__Exercise directions__
Search the records that follow and extract every line containing the string "image".

::: Supplied data :::

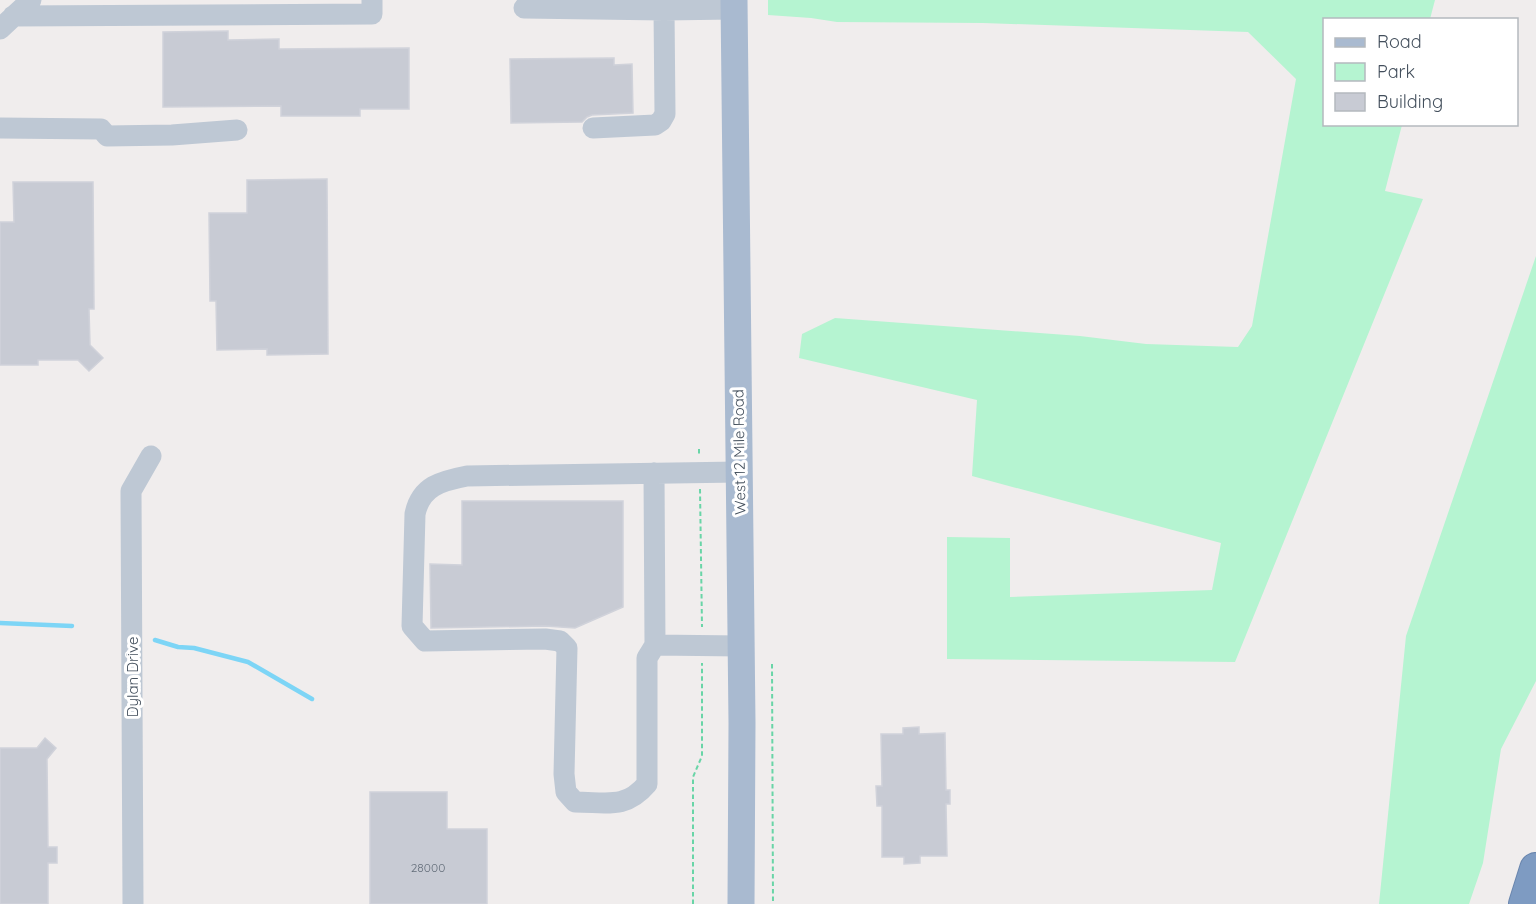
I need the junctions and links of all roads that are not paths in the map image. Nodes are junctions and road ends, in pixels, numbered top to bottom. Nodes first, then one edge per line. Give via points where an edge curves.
1 (31, 0) edge
2 (372, 0) edge
3 (734, 4) edge
4 (661, 5) edge
5 (525, 8) dead end
6 (7, 23) edge
7 (0, 128) edge
8 (593, 128) dead end
9 (237, 130) dead end
10 (151, 456) dead end
11 (739, 472) junction
12 (654, 473) junction
13 (655, 645) junction
14 (741, 646) junction
15 (1536, 869) edge
16 (133, 904) edge
17 (741, 904) edge
18 (1525, 904) edge

1 - 6 street
2 - 6 street via 372,14
3 - 4 street
3 - 11 main road, West 12 Mile Road
4 - 5 street
4 - 8 street via 665,114 655,125
7 - 9 street via 101,129 107,136
10 - 16 street, Dylan Drive via 131,491
11 - 12 street
11 - 14 main road, West 12 Mile Road
12 - 13 street
12 - 13 street via 467,476 428,489 417,502 415,514 412,626 425,641 545,639 560,641 567,648 564,774 566,792 575,802 623,803 637,796 647,784 647,658
13 - 14 street
14 - 17 main road, West 12 Mile Road
15 - 18 highway

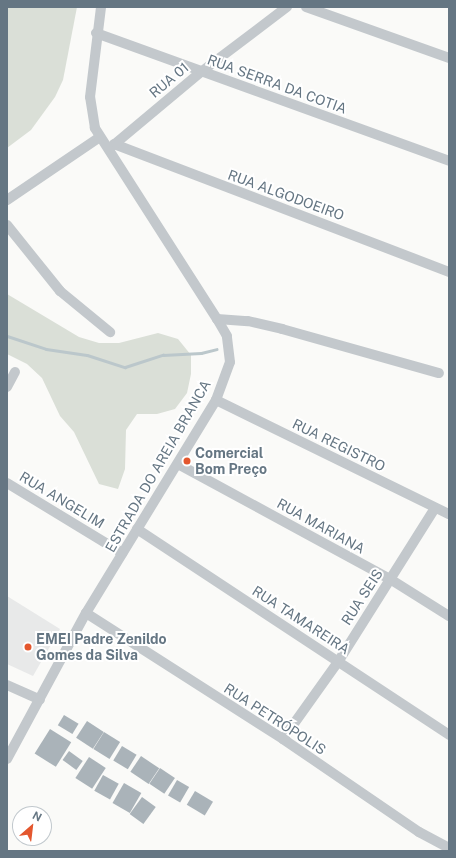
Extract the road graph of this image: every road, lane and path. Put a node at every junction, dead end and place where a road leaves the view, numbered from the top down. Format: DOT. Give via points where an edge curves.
graph roads {
  1 [pos="101,7"];
  2 [pos="306,7"];
  3 [pos="283,8"];
  4 [pos="96,33"];
  5 [pos="449,58"];
  6 [pos="201,72"];
  7 [pos="100,137"];
  8 [pos="111,147"];
  9 [pos="449,161"];
  10 [pos="7,200"];
  11 [pos="7,225"];
  12 [pos="449,272"];
  13 [pos="217,319"];
  14 [pos="110,332"];
  15 [pos="15,372"];
  16 [pos="439,373"];
  17 [pos="7,387"];
  18 [pos="216,400"];
  19 [pos="178,464"];
  20 [pos="7,483"];
  21 [pos="435,508"];
  22 [pos="449,514"];
  23 [pos="137,529"];
  24 [pos="122,553"];
  25 [pos="390,580"];
  26 [pos="86,613"];
  27 [pos="449,616"];
  28 [pos="338,662"];
  29 [pos="7,685"];
  30 [pos="40,700"];
  31 [pos="449,735"];
  32 [pos="283,739"];
  33 [pos="7,759"];
  34 [pos="449,848"];
  1 -- 4 [label="street, ESTRADA DO AREIA BRANCA"];
  2 -- 5 [label="street"];
  3 -- 6 [label="street, RUA 01"];
  4 -- 6 [label="street, RUA SERRA DA COTIA"];
  4 -- 7 [label="street, ESTRADA DO AREIA BRANCA" via="90,97 94,123"];
  6 -- 8 [label="street, RUA 01"];
  6 -- 9 [label="street, RUA SERRA DA COTIA"];
  7 -- 8 [label="street, ESTRADA DO AREIA BRANCA"];
  7 -- 10 [label="street"];
  8 -- 12 [label="street, RUA ALGODOEIRO"];
  8 -- 13 [label="street, ESTRADA DO AREIA BRANCA"];
  11 -- 14 [label="street" via="60,291"];
  13 -- 16 [label="street" via="248,321 282,329"];
  13 -- 18 [label="street, ESTRADA DO AREIA BRANCA" via="227,336 230,358"];
  15 -- 17 [label="street"];
  18 -- 19 [label="street, ESTRADA DO AREIA BRANCA"];
  18 -- 21 [label="street, RUA REGISTRO"];
  19 -- 23 [label="street, ESTRADA DO AREIA BRANCA"];
  19 -- 25 [label="street, RUA MARIANA"];
  20 -- 24 [label="street, RUA ANGELIM"];
  21 -- 22 [label="street, RUA REGISTRO"];
  21 -- 25 [label="street, RUA SEIS"];
  23 -- 24 [label="street, ESTRADA DO AREIA BRANCA"];
  23 -- 28 [label="street, RUA TAMAREIRA"];
  24 -- 26 [label="street, ESTRADA DO AREIA BRANCA"];
  25 -- 27 [label="street, RUA MARIANA"];
  25 -- 28 [label="street, RUA SEIS"];
  26 -- 30 [label="street, ESTRADA DO AREIA BRANCA"];
  26 -- 32 [label="street, RUA PETRÓPOLIS"];
  28 -- 31 [label="street, RUA TAMAREIRA"];
  28 -- 32 [label="street, RUA SEIS"];
  29 -- 30 [label="street"];
  30 -- 33 [label="street, ESTRADA DO AREIA BRANCA"];
  32 -- 34 [label="street, RUA PETRÓPOLIS" via="419,832"];
}
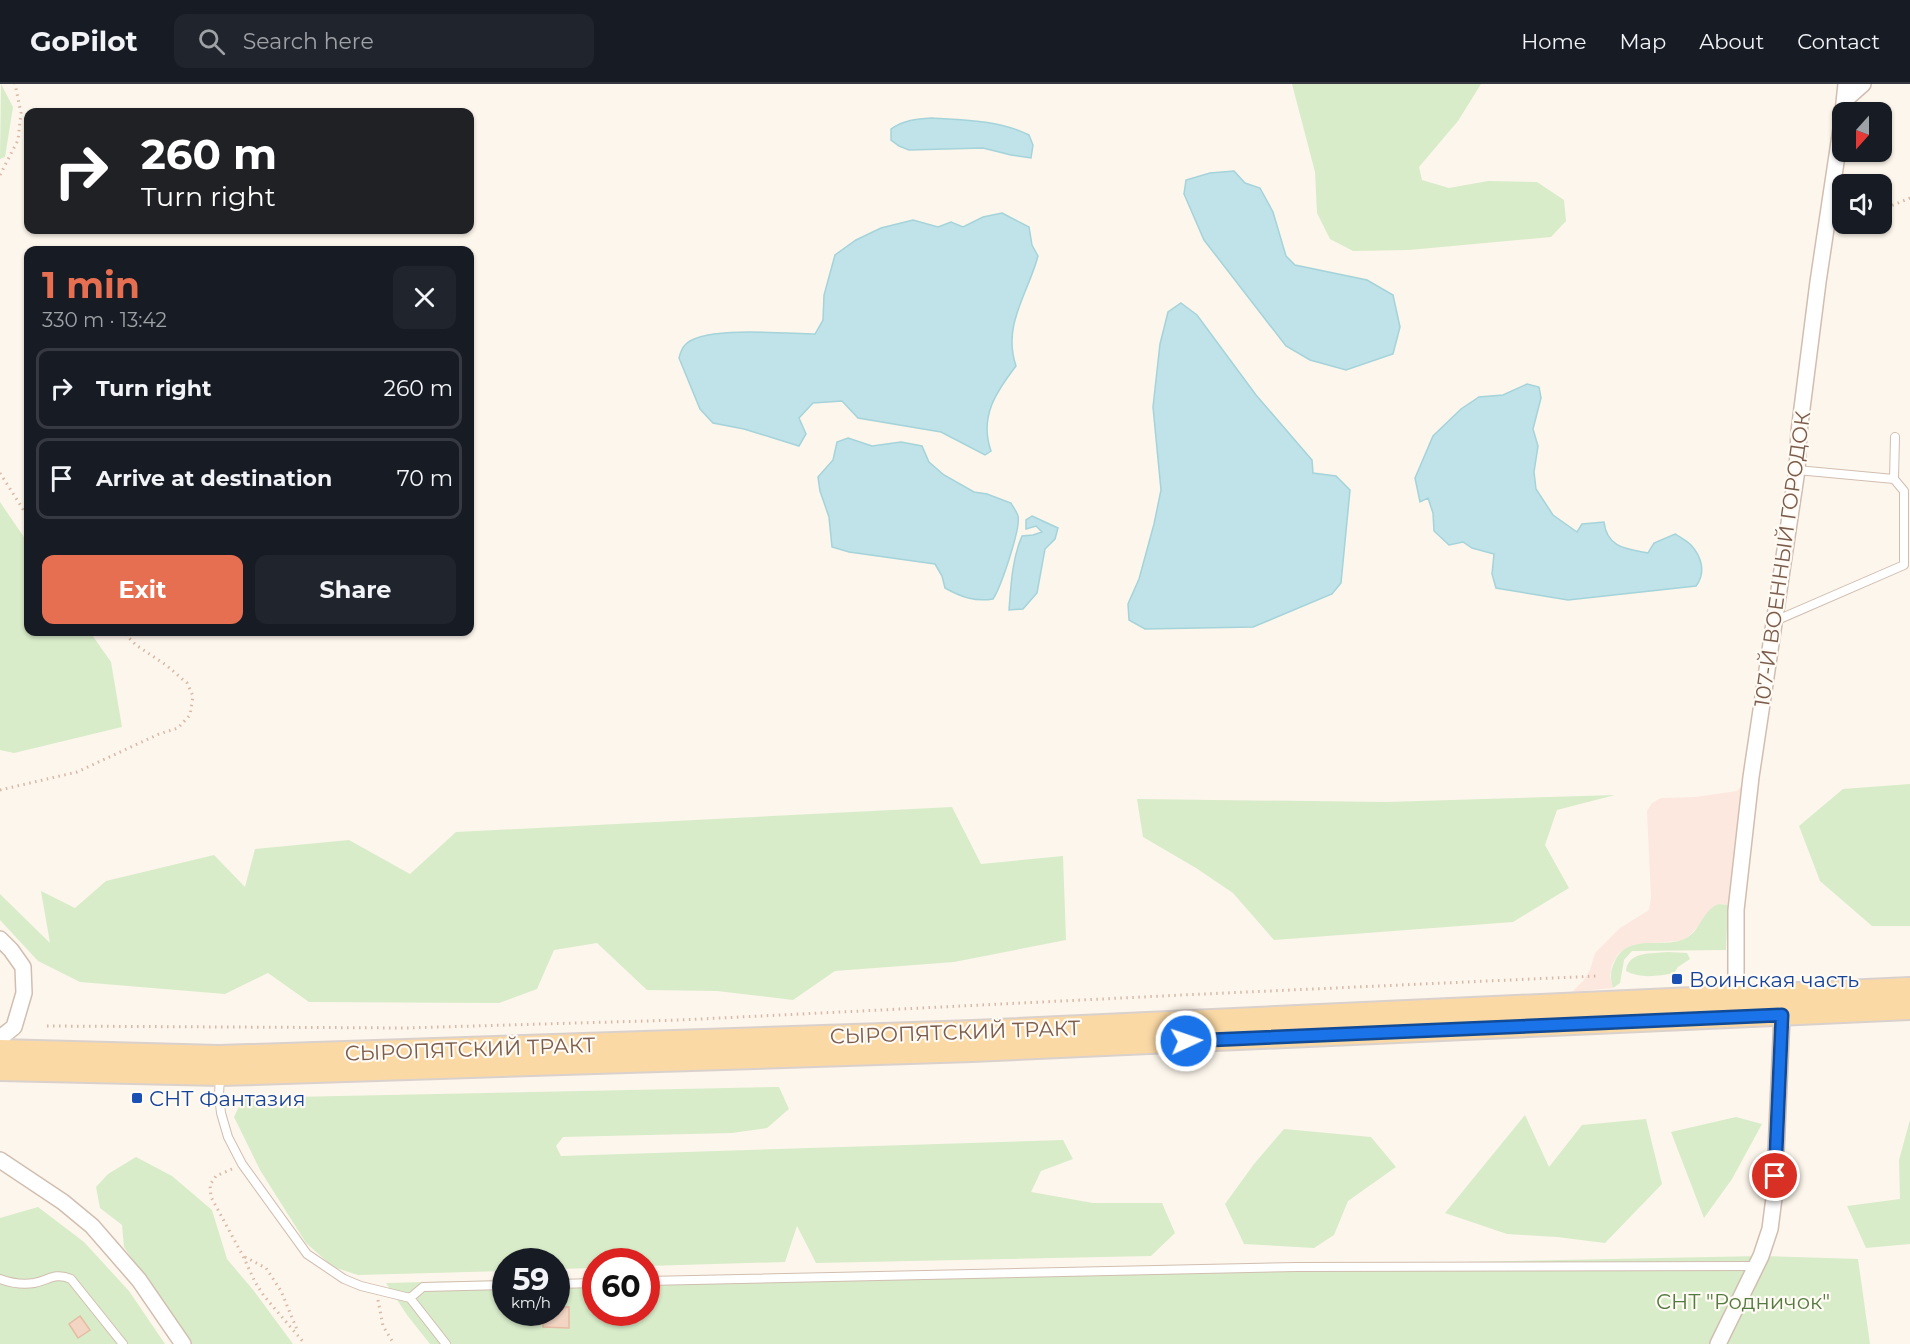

:::

__Task solution__
I need the junctions and links of all roads that are not paths in the map image. Nodes are junctions and road ends, in pixels, numbered top to bottom. Nodes first, then one edge per line. Give via points where an edge curves.
Extract the road graph of this image: every road, lane and path. Put a node at every junction, dead end and place where a road leaves the view, numbered from the top down. Format: DOT. Give via points where an edge curves.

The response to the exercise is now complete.